Exercise description. Search the data for the word "Demon" and copy every line where it occurs.

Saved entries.
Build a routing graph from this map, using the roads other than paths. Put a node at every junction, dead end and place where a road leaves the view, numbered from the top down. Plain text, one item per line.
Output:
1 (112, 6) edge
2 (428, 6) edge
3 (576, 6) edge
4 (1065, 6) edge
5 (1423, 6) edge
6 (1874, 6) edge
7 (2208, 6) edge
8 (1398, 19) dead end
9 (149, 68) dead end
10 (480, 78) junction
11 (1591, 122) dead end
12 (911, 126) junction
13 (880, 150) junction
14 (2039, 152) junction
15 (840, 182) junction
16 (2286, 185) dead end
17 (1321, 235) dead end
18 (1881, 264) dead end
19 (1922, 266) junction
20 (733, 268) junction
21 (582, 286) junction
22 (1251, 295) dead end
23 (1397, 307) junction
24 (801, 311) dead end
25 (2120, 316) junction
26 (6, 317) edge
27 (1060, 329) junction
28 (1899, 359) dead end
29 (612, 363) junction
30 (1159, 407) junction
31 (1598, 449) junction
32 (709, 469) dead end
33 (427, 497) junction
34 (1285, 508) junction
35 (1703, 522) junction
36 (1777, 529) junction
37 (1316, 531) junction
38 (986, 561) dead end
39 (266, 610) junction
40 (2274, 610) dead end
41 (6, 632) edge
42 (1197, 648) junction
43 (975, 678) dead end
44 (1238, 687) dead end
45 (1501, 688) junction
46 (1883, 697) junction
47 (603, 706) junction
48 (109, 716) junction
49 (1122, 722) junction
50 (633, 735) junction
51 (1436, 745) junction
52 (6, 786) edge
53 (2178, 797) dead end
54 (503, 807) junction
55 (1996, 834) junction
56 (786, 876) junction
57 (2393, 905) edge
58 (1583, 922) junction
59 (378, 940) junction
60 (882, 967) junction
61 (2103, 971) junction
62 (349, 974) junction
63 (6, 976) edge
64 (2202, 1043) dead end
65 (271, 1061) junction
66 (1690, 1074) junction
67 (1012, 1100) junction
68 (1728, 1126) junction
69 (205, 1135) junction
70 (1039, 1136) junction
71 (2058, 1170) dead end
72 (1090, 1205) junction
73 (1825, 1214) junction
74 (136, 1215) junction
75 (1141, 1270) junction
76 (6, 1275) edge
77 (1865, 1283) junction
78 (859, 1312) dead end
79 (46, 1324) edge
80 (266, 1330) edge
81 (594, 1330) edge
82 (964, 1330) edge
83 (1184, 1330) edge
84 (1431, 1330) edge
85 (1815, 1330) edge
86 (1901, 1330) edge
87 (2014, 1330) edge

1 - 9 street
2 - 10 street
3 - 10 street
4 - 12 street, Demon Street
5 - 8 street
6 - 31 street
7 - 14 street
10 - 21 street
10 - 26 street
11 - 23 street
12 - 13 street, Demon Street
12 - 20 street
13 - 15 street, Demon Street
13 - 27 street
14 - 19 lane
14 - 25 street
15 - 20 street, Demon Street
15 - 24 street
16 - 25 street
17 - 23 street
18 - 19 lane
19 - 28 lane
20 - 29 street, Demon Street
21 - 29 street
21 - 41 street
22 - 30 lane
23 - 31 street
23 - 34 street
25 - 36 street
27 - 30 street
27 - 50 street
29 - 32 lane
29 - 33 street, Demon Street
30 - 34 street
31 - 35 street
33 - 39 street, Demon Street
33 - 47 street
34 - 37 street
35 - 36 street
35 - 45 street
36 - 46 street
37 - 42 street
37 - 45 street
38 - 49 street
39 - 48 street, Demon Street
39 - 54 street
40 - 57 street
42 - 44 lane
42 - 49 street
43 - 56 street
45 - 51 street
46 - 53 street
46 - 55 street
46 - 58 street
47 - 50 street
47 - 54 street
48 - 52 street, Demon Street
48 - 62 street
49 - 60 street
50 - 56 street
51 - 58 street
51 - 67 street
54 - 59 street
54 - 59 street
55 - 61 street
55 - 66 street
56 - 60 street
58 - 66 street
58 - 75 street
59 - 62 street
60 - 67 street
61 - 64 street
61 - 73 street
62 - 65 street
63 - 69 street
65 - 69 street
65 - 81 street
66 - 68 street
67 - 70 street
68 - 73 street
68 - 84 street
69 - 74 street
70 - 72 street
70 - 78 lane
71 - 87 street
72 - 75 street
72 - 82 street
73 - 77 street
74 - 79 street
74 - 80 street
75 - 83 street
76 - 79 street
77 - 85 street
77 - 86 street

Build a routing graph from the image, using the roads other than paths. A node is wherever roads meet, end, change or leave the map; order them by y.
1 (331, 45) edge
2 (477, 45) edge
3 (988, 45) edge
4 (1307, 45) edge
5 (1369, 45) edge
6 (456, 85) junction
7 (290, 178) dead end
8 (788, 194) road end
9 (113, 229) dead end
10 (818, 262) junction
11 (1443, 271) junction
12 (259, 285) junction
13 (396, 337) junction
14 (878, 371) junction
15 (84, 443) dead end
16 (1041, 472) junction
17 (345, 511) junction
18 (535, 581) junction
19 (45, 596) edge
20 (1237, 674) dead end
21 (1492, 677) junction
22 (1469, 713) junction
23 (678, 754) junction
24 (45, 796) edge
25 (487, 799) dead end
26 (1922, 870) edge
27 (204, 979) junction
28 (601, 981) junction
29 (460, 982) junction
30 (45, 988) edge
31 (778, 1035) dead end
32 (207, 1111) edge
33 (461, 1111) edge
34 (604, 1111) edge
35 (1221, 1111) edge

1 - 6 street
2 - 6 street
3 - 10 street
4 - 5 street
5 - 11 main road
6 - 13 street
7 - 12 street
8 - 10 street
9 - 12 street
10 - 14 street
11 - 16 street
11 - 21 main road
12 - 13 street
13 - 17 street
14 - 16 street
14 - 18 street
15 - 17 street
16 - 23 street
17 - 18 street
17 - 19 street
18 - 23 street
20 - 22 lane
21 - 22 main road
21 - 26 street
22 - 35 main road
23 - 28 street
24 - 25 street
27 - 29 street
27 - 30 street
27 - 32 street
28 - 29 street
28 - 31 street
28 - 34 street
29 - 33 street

Task solution.
4 - 12 street, Demon Street
12 - 13 street, Demon Street
13 - 15 street, Demon Street
15 - 20 street, Demon Street
20 - 29 street, Demon Street
29 - 33 street, Demon Street
33 - 39 street, Demon Street
39 - 48 street, Demon Street
48 - 52 street, Demon Street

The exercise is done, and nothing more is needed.